__EXERCISE__.
Only one span is wanted from the lines below: from the one with "ring mcp: (112, 177)" up to and including the one with "index mcp: (184, 168)". Copy it exactly, without images.

START GIVEN DATA

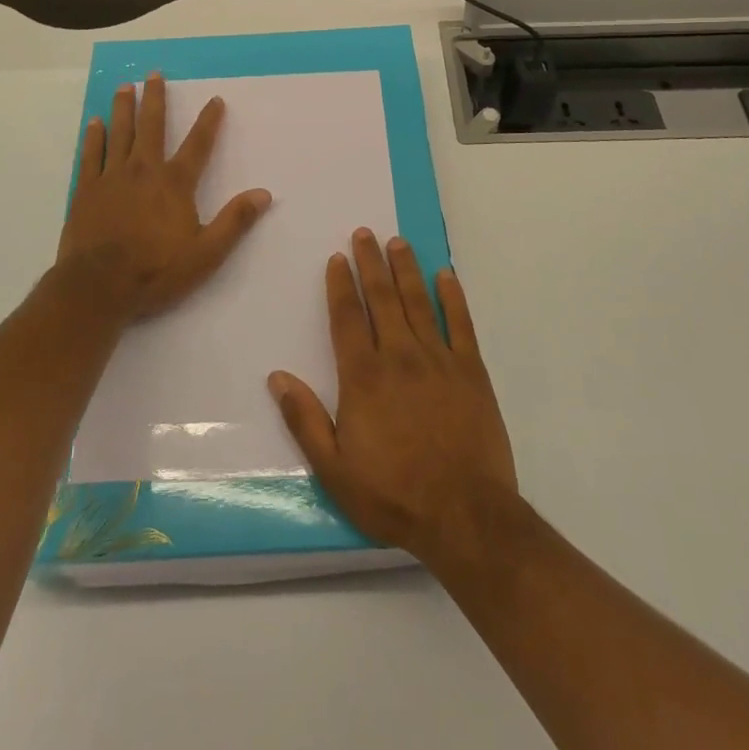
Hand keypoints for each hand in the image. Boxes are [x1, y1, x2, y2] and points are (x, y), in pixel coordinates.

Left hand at [57, 73, 272, 324]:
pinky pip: (91, 154)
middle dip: (155, 99)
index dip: (209, 121)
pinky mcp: (86, 190)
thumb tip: (264, 194)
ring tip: (125, 86)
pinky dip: (94, 136)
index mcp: (175, 183)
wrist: (97, 288)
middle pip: (152, 126)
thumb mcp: (206, 254)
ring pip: (119, 132)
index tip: (215, 100)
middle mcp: (144, 170)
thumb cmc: (155, 271)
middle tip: (154, 74)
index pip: (198, 144)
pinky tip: (95, 122)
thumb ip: (234, 221)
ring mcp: (112, 177)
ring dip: (124, 107)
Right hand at [268, 230, 518, 568]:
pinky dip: (453, 297)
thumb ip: (305, 420)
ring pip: (418, 302)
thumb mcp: (335, 470)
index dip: (340, 285)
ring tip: (398, 242)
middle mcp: (399, 356)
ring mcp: (439, 360)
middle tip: (365, 233)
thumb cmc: (393, 495)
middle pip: (382, 299)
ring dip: (406, 269)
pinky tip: (446, 275)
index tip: (337, 258)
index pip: (347, 318)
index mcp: (364, 377)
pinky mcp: (472, 371)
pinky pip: (461, 324)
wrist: (465, 516)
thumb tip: (277, 377)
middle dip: (371, 263)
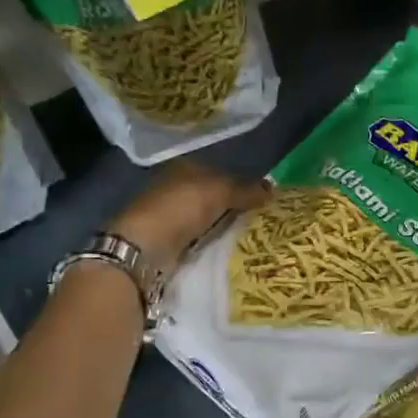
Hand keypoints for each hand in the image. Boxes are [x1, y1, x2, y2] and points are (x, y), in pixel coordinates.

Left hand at [106, 163, 271, 278]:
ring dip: (225, 228)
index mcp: (184, 168)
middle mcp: (175, 188)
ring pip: (208, 219)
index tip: (265, 200)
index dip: (242, 184)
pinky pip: (200, 240)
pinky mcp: (169, 242)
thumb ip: (247, 189)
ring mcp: (170, 217)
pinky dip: (213, 244)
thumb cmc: (181, 208)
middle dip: (235, 208)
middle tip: (264, 221)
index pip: (220, 172)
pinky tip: (231, 250)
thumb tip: (273, 188)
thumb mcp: (220, 191)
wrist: (144, 248)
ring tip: (254, 238)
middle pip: (214, 197)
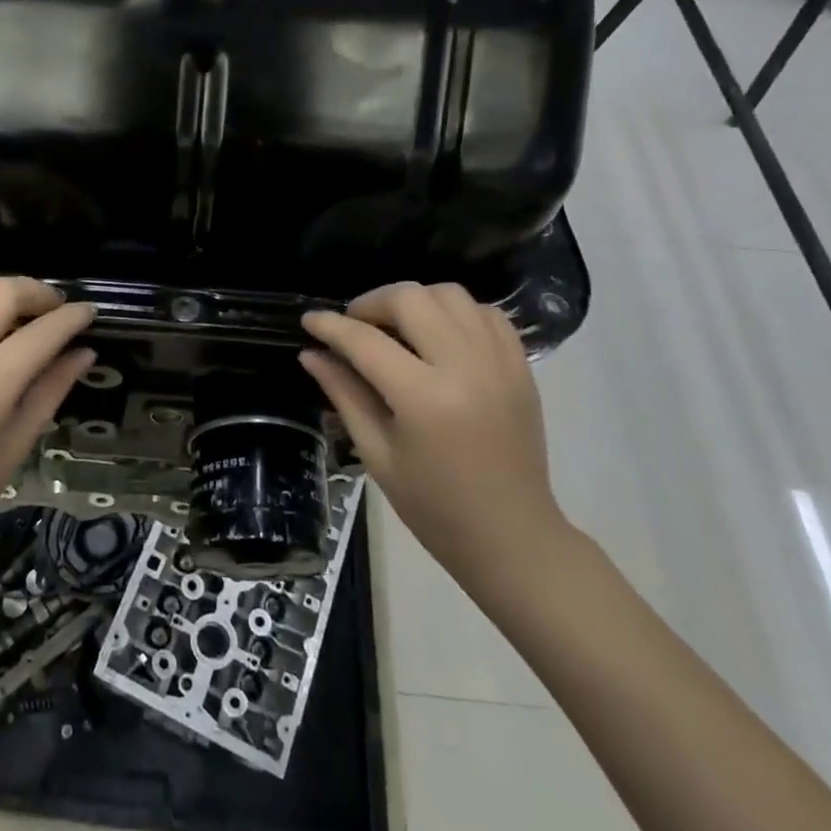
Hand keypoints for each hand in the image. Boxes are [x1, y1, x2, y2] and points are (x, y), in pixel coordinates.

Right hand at [300, 283, 566, 591]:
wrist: (512, 537)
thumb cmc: (434, 505)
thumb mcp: (376, 453)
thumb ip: (344, 395)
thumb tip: (311, 354)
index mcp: (424, 398)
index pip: (365, 341)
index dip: (330, 326)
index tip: (309, 320)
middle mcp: (465, 367)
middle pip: (411, 299)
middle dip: (371, 303)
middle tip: (354, 326)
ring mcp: (499, 362)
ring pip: (450, 294)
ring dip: (414, 301)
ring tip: (396, 328)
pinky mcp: (520, 366)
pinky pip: (484, 312)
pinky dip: (454, 312)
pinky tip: (438, 336)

END GIVEN DATA

__TASK ANSWER__.
ring mcp: (112, 177)
ring dip: (124, 107)
Right hand at [268, 230, 518, 568]:
pinky dip: (453, 297)
thumb ip: (305, 420)
ring pip: (418, 302)
thumb mcp: (335, 470)
index dip: (340, 285)
ring tip: (398, 242)
middle mcp: (399, 356)
ring mcp: (439, 360)
middle tip: (365, 233)
thumb cmc: (393, 495)
middle pip: (382, 299)
ring dip: (406, 269)
pinky tip: (446, 275)
index tip: (337, 258)
index pip: (347, 318)
index mcp: (364, 377)
pinky mcp: (472, 371)
pinky pip: (461, 324)
wrist: (465, 516)
thumb tip: (277, 377)
middle dip: (371, 263)
Hand keypoints for each hand in the image. Boxes are [x1, y1, x2, y2] and points are (x, y), in pixel coordinates.

Left hand at [106, 163, 271, 278]:
ring dip: (225, 228)
index mcp: (184, 168)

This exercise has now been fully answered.